The United Launch Alliance’s Delta IV rocket launches with a Wideband Global SATCOM WGS-10 satellite from Cape Canaveral Air Force Station, Fla. Complex 37 on March 15, 2019. The satellite brings enhanced communication capability for command and control of U.S. military forces on the battlefield. (U.S. Air Force photo by Tech. Sgt. Andrew Satran)
In a momentous occasion marking the United States' return to lunar exploration, the Vulcan Centaur rocket, carrying the Peregrine lander, successfully launched from Cape Canaveral Space Force Station in Florida. This launch represents the first lunar landing mission from the U.S. since 1972 and heralds a new chapter in space exploration, driven by both public and private sector interests.
The Dawn of Vulcan Centaur
Developed by United Launch Alliance (ULA), a joint venture between aerospace giants Boeing and Lockheed Martin, the Vulcan Centaur is a groundbreaking addition to the field of space launch vehicles. This never-before-flown model, which took off at 2:18 a.m. ET, is crucial not only for its payload but also for its innovative design and propulsion system. Replacing Russian-made engines with US-made ones from Blue Origin, the Vulcan Centaur embodies a shift in the aerospace industry, reflecting growing political tensions and a move towards domestic production capabilities.
Peregrine's Mission: Science, Remembrance, and Controversy
The lunar lander Peregrine, developed by Astrobotic Technology under a NASA contract, is a multi-faceted mission with a diverse set of payloads. Among the 20 payloads, five are NASA science instruments designed to study the lunar surface and environment, providing valuable data for future crewed missions. These include radiation monitoring equipment and tools to analyze lunar soil, crucial for understanding the presence of water and hydroxyl molecules.
However, Peregrine's cargo also extends beyond scientific instruments. It carries human remains and DNA samples, including those of former U.S. Presidents John F. Kennedy, George Washington, and Dwight Eisenhower, alongside cultural icons from the original Star Trek series and Apollo-era astronaut Philip Chapman. This inclusion, facilitated by commercial space burial companies Elysium Space and Celestis, has sparked debate, particularly with the Navajo Nation expressing concerns about the cultural implications of depositing human remains on the moon, a celestial body held sacred in many Indigenous cultures.
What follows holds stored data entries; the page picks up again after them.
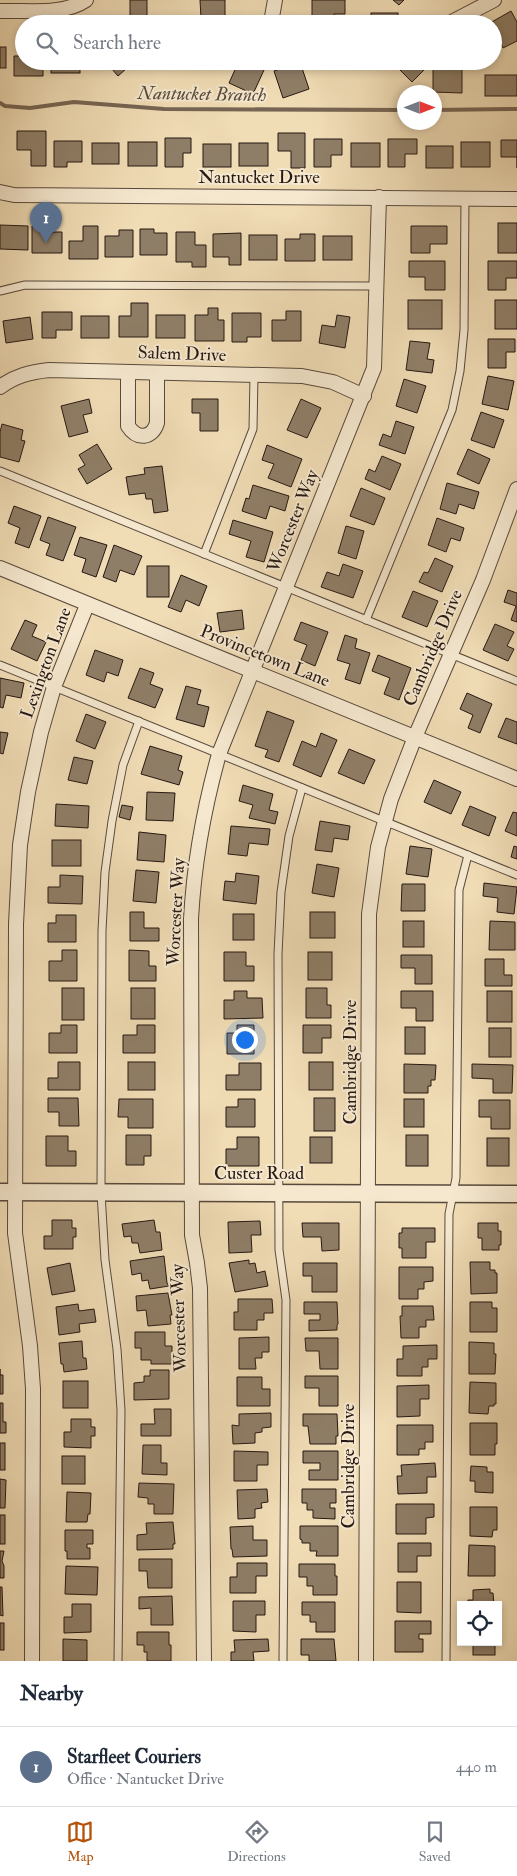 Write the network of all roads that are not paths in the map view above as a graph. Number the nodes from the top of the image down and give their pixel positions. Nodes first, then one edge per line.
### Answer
1 (86, 0) edge
2 (275, 0) edge
3 (494, 0) edge
4 (0, 11) edge
5 (272, 15) edge
6 (465, 15) edge
7 (0, 192) edge
8 (378, 197) junction
9 (465, 198) junction
10 (517, 199) edge
11 (377, 286) junction
12 (0, 291) edge
13 (128, 372) junction
14 (157, 373) junction
15 (254, 375) junction
16 (0, 386) edge
17 (364, 396) junction
18 (0, 471) edge
19 (517, 489) edge
20 (204, 554) junction
21 (0, 568) edge
22 (286, 588) junction
23 (87, 605) junction
24 (366, 620) junction
25 (450, 654) junction
26 (0, 665) edge
27 (253, 671) junction
28 (517, 681) edge
29 (54, 687) junction
30 (139, 721) junction
31 (415, 737) junction
32 (219, 754) junction
33 (517, 779) edge
34 (302, 788) junction
35 (384, 821) junction
36 (468, 855) junction
37 (517, 875) edge
38 (8, 1192) edge
39 (101, 1193) junction
40 (191, 1193) junction
41 (278, 1194) junction
42 (369, 1194) junction
43 (452, 1194) junction
44 (517, 1194) edge
45 (32, 1661) edge
46 (118, 1661) edge
47 (204, 1661) edge
48 (283, 1661) edge
49 (366, 1661) edge
50 (446, 1661) edge

1 - 4 street
2 - 5 street
3 - 6 street
7 - 8 street, Nantucket Drive
8 - 9 street, Nantucket Drive
8 - 11 street, Worcester Way
9 - 10 street, Nantucket Drive
9 - 24 lane
11 - 12 lane
11 - 17 street, Worcester Way
13 - 14 street, Salem Drive
13 - 14 street
13 - 16 street, Salem Drive
14 - 15 street, Salem Drive
15 - 17 street, Salem Drive
15 - 20 lane
17 - 22 street, Worcester Way
18 - 20 lane
19 - 25 street, Cambridge Drive
20 - 22 lane
21 - 23 street, Provincetown Lane
22 - 24 lane
22 - 27 street, Worcester Way
23 - 27 street, Provincetown Lane
23 - 29 street, Lexington Lane
24 - 25 lane
25 - 28 lane
25 - 31 street, Cambridge Drive
26 - 29 lane
27 - 31 street, Provincetown Lane
27 - 32 street, Worcester Way
29 - 30 lane
29 - 38 street, Lexington Lane
30 - 32 lane
30 - 39 lane
31 - 33 street, Provincetown Lane
31 - 35 street, Cambridge Drive
32 - 34 lane
32 - 40 street, Worcester Way
34 - 35 lane
34 - 41 lane
35 - 36 lane
35 - 42 street, Cambridge Drive
36 - 37 lane
36 - 43 lane
38 - 39 street, Custer Road
38 - 45 street, Lexington Lane
39 - 40 street, Custer Road
39 - 46 lane
40 - 41 street, Custer Road
40 - 47 street, Worcester Way
41 - 42 street, Custer Road
41 - 48 lane
42 - 43 street, Custer Road
42 - 49 street, Cambridge Drive
43 - 44 street, Custer Road
43 - 50 lane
The Enterprise Flight: A Journey to Eternity
Accompanying Peregrine on the Vulcan Centaur rocket is the Enterprise Flight, another payload from Celestis. This mission, carrying 265 capsules with human remains, is destined for a perpetual orbit around the sun, symbolizing a new form of memorialization that blends space exploration with personal remembrance.
The Significance and Challenges Ahead
This mission is pivotal for multiple reasons. Firstly, it underscores the growing synergy between public agencies like NASA and private companies in advancing space exploration. The successful deployment of the Peregrine lander, expected to touch down on the moon on February 23, will mark a significant milestone for Astrobotic Technology and the commercial space industry.
Secondly, the launch of Vulcan Centaur demonstrates ULA's adaptability and innovation in an increasingly competitive space industry, dominated by players like SpaceX. With around 70 missions lined up for Vulcan Centaur, ULA is poised to play a crucial role in future space endeavors.
However, the mission is not without its challenges. Lengthy delays in development, primarily due to awaiting new engines from Blue Origin and an incident involving the destruction of a Vulcan Centaur upper stage, highlight the complexities and uncertainties inherent in aerospace projects.
Looking to the Lunar Horizon
As Peregrine embarks on its journey to the moon, and the Enterprise Flight sets off towards the sun, this mission stands as a testament to human ingenuity and the relentless pursuit of knowledge and exploration. It also opens discussions about the ethical and cultural dimensions of space exploration, particularly in the context of space burials and the commercialization of space.
The launch of the Vulcan Centaur rocket and the Peregrine lander is a landmark event, signifying a reinvigorated interest in lunar exploration. It represents a blend of scientific pursuit, cultural representation, and the evolving dynamics of space exploration in the 21st century.